In her two years with the company, Lana has used her background in clinical nursing to help Certilytics achieve important industry certifications and ensure our products meet the highest clinical standards.
Check out her Q&A below:
Q: What led you to want to be a clinical nurse?
A: Two things: becoming a mother and the memories of my grandmother losing her battle to malignant brain cancer. I was an aerospace engineer, but 18 years ago the labor and delivery nurse at my son’s birth inspired me to help people in a different way. Although a labor and delivery nurse inspired me, I knew that was not where I wanted to land. I saw my grandmother suffer and ultimately lose her battle with cancer, which is what drove me to work on the Pediatric Bone Marrow Transplant unit. I was able to use my clinical skills as a nurse, work on an interdisciplinary team with doctors, pharmacists, etc., as well as care for some of the biggest fighters ever!
Q: What is a favorite memory from your time as a clinical nurse?
A: It would not be a memory – but the patients in general. It is the thing I miss most about bedside nursing. Healthcare is not just about the physical needs and systematic interventions – but human connection. Finding a hand drawn picture of you hanging on a hospital door or making a patient laugh while you try attempt to sing along to the Little Mermaid–those were the times I valued most.
Q: What was something that you learned that you didn’t expect?
A: How to be a sounding board or outlet for people without bias or opinion. Any good student with critical thinking skills can become a nurse, but to empathize with people when they are in pain or when a loved one is sick is what, in my opinion, makes an exceptional nurse. I learned to listen to people, allowing them to get things out, taking myself completely out of the situation. It is a special kindness that I try to extend to my friends or colleagues when they are going through something difficult – just to be there for them.
Q: What led you from your clinical nursing experience to Certilytics?

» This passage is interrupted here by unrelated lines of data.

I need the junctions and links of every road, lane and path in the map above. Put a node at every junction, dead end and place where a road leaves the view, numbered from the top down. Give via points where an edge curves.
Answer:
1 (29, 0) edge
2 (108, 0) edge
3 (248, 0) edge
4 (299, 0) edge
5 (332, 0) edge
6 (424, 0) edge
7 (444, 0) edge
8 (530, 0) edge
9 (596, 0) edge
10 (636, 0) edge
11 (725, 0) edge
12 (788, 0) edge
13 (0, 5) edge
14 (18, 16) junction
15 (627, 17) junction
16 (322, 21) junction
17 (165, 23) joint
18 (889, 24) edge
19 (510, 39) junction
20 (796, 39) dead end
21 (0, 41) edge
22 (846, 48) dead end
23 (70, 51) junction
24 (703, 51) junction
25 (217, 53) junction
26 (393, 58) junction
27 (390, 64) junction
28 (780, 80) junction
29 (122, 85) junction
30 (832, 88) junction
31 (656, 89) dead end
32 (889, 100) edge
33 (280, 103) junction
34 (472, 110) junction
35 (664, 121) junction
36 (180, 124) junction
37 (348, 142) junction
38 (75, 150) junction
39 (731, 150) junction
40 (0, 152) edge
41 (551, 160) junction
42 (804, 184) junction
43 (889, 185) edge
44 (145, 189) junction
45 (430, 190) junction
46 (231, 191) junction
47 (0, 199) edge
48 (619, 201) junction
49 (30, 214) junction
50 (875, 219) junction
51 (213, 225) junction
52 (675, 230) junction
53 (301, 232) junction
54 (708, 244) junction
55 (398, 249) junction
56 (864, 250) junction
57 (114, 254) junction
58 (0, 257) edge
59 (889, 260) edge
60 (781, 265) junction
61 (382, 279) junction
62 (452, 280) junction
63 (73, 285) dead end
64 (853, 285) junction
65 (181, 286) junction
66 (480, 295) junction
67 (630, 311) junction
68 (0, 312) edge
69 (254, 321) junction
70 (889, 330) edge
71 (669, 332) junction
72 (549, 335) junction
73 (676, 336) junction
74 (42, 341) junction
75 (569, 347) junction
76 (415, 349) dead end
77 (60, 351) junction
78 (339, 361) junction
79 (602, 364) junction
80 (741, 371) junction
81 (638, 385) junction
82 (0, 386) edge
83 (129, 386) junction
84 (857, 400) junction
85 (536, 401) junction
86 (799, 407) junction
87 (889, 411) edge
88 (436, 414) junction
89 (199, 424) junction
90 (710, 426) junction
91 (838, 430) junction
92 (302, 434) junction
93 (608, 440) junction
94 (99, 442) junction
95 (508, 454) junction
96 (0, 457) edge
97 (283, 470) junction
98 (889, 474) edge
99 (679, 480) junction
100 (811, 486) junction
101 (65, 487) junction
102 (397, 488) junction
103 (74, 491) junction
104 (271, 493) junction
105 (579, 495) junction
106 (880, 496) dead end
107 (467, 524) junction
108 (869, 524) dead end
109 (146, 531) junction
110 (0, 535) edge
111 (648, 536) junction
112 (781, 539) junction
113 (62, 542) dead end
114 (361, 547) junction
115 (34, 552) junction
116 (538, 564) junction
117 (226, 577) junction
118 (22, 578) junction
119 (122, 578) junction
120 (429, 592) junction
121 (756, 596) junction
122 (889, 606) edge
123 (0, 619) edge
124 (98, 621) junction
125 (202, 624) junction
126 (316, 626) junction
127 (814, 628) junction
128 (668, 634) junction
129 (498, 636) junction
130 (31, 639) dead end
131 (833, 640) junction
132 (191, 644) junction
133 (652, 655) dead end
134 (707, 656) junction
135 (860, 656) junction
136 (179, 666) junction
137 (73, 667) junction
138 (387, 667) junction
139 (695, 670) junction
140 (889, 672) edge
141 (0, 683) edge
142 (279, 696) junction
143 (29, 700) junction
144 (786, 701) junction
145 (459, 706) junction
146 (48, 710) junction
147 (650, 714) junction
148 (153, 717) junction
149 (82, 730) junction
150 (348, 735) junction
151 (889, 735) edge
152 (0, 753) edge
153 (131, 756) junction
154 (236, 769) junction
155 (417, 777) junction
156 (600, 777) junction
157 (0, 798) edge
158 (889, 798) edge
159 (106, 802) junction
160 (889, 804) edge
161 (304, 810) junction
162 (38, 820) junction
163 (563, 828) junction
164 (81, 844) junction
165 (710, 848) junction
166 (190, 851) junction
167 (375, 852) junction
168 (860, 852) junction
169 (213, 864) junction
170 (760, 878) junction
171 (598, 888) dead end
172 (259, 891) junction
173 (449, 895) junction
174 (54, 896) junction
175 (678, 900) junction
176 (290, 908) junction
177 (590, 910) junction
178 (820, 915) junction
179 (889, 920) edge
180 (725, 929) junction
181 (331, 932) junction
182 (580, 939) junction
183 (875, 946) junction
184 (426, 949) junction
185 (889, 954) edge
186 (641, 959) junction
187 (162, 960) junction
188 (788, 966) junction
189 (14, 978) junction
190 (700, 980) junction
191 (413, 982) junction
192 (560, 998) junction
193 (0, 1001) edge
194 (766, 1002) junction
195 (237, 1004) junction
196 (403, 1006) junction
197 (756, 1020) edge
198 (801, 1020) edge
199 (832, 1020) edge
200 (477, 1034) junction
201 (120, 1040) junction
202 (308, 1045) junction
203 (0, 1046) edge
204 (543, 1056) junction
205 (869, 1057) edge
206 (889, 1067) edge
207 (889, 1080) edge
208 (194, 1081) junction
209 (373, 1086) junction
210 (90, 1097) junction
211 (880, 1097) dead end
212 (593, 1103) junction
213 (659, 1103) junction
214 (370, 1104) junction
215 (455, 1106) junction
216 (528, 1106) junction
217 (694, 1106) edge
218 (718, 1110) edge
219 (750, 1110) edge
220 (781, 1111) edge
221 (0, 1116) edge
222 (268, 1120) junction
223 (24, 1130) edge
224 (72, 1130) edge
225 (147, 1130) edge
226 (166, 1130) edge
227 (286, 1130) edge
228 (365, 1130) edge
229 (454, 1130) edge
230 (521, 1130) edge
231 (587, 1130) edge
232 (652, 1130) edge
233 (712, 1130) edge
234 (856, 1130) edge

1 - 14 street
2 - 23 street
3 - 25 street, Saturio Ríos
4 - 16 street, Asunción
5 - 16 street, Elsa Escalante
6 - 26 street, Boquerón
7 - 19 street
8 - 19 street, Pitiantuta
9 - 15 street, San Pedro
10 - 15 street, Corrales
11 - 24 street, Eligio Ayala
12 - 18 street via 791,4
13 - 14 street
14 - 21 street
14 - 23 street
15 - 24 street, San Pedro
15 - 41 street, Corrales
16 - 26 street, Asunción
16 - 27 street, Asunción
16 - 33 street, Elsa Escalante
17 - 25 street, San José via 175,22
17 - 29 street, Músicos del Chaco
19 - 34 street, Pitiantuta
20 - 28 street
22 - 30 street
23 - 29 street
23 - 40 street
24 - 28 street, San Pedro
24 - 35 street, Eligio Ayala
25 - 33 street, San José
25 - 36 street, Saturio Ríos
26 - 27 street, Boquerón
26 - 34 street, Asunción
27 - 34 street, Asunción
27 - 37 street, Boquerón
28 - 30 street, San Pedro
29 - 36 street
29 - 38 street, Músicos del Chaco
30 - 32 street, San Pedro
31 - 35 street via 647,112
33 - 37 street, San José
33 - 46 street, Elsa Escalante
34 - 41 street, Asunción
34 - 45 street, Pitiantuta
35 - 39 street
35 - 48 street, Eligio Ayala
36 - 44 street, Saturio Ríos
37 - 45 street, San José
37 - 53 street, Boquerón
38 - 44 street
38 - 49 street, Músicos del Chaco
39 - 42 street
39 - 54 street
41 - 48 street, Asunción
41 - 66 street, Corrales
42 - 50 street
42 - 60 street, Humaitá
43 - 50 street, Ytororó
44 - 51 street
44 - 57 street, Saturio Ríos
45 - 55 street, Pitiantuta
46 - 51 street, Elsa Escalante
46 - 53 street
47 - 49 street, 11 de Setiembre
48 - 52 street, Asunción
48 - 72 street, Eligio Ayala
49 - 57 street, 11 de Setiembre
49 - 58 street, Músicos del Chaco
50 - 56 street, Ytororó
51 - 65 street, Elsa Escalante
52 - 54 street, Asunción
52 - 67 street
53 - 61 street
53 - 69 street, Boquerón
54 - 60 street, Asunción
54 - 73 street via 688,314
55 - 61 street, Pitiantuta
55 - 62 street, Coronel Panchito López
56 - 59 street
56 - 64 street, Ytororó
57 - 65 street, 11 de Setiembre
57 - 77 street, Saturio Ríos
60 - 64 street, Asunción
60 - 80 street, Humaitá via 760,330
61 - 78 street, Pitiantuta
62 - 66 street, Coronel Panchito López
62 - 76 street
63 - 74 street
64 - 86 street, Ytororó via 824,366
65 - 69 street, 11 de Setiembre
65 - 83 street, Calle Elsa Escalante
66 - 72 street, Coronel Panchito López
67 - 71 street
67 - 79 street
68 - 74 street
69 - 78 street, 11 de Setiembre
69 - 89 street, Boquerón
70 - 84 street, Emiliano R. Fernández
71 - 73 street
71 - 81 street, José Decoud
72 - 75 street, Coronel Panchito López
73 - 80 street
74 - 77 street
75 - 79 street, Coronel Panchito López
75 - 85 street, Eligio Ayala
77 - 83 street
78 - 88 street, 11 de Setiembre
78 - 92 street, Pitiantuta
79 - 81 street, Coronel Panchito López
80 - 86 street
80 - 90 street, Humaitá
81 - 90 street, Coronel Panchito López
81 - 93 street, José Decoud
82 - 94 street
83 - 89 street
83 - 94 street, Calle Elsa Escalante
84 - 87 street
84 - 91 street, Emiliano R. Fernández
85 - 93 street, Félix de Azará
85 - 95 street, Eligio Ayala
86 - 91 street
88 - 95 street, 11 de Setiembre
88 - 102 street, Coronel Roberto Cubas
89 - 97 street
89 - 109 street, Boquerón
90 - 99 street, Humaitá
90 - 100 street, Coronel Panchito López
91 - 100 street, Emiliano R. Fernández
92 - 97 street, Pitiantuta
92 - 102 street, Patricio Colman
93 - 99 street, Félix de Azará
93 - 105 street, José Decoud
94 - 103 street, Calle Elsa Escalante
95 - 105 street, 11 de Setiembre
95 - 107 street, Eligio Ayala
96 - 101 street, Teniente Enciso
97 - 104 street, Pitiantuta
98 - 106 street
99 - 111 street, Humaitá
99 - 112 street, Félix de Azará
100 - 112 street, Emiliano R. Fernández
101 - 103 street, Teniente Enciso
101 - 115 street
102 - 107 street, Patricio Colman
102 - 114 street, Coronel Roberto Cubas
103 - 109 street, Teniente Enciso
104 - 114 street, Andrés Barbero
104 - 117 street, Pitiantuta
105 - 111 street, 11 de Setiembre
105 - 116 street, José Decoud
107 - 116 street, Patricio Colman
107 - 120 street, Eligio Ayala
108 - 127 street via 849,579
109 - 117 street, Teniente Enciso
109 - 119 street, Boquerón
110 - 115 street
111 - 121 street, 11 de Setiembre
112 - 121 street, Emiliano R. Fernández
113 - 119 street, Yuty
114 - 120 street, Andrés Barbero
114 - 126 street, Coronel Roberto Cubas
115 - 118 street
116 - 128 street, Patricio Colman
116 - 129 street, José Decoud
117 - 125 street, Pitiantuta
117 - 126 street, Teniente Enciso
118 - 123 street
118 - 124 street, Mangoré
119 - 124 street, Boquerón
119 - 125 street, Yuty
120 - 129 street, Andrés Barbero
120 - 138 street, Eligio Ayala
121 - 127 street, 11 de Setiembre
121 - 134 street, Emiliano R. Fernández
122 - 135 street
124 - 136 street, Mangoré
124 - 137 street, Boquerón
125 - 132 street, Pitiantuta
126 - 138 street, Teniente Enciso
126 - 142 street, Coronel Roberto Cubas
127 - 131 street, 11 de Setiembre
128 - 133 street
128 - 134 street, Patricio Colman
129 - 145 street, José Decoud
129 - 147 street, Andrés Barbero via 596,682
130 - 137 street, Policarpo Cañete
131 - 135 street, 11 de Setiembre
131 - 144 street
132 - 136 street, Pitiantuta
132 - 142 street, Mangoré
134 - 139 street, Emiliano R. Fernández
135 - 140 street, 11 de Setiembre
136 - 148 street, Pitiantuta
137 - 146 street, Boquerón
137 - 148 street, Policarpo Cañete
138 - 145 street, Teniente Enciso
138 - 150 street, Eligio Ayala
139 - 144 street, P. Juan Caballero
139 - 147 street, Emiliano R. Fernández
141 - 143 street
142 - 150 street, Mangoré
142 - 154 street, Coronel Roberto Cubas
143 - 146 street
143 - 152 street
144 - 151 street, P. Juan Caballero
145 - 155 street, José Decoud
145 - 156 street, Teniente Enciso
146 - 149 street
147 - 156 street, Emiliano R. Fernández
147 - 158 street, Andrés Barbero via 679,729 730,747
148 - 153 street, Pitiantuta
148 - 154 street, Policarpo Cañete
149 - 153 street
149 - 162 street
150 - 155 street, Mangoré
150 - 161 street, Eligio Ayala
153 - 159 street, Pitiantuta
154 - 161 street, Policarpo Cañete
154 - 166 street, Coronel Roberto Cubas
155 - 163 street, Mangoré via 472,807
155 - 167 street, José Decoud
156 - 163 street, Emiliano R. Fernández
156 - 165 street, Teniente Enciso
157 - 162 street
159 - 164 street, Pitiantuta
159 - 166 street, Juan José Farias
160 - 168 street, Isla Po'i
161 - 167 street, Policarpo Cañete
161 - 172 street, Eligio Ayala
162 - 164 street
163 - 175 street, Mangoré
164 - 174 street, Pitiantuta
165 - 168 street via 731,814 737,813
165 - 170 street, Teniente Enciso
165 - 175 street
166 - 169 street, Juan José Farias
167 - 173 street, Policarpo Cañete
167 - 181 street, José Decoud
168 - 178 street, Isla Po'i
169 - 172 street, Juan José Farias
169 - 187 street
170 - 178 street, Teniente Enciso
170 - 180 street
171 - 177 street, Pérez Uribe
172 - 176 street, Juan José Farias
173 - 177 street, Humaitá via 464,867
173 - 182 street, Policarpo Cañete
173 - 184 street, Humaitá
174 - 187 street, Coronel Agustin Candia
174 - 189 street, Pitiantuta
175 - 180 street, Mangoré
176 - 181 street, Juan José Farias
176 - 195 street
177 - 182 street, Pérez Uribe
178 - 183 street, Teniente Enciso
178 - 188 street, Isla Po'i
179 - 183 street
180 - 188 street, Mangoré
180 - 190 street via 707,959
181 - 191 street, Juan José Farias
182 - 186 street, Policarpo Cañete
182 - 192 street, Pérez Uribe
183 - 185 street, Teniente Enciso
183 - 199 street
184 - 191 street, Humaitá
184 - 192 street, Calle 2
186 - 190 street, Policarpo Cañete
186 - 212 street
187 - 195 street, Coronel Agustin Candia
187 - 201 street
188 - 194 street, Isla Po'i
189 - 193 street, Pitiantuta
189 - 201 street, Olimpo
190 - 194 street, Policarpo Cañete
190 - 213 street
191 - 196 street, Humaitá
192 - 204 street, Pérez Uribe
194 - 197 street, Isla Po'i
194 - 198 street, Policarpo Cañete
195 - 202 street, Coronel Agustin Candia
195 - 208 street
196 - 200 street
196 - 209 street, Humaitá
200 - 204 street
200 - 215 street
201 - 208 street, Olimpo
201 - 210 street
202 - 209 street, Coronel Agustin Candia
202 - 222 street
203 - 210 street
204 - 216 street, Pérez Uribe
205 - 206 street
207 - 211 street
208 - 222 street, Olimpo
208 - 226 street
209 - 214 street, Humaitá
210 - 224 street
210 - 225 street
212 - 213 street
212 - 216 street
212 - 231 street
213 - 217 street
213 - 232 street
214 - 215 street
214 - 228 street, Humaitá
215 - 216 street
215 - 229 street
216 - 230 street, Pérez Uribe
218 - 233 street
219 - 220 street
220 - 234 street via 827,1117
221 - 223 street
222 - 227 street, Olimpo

A: It was how difficult it was to find, let alone use, healthcare data. When I started working in the hospital, we were still paper charting (this dates me quite a bit). Each patient on our unit had a 5” binder outside their room where everything was charted until that binder was exploding and placed in an office and then they got a new one. Computer access was limited to vital signs and looking up blood work results. Even research protocols were charted on paper and sent to the specific department. I often wondered how anyone could truly pinpoint what was working for a patient. Finally, when electronic health systems (EHRs) were rolling out throughout hospitals and clinicians offices, my interest began to peak on now that the data was beginning to be readily available how could I apply it so that I was not caring for one patient at a time, but rather millions. That is when I went for my Master’s in Clinical Informatics at Northwestern University, which eventually led to me working with some of the most interesting and intelligent people here at Certilytics, where I’m able to reach patients at a whole other level.
Q: How does your nursing experience inform your work as VP, Clinical Analytics?
A: It is the real world application of what I saw both inpatient and outpatient and the leveraging of the data. Understanding the logical pathophysiological processes behind a data point, or how we got to a diagnosis data point in time. That is the beauty of having worked at the bedside, having utilized EHRs. The data comes together to form a holistic story.
Q: What advice would you give to nurses just entering the field?
A: The fantastic part about nursing is how diverse it is, meaning how many different fields of nursing there truly are. You can work in hospitals, for insurance agencies, analytics companies, or even cruise ships. It’s about finding something you enjoy and that challenges you! Also, do not be afraid of the data side – get your clinical years in and if you have an interest in healthcare data, it can be rewarding to see interventions that you provided on a patient level be applied at a population level and see the impacts on a public health scale.
Q: What is the significance of National Nurses Week to you?
A: It’s a time to celebrate all the accomplishments, hard work, and compassion of nurses. This year has been exceptionally hard on the over 4 million nurses worldwide, and it will remain that way for some time. I hope people remember this week that nurses are medical professionals who play a critical role in healthcare every day, not just through a pandemic. They were here before and will be here after.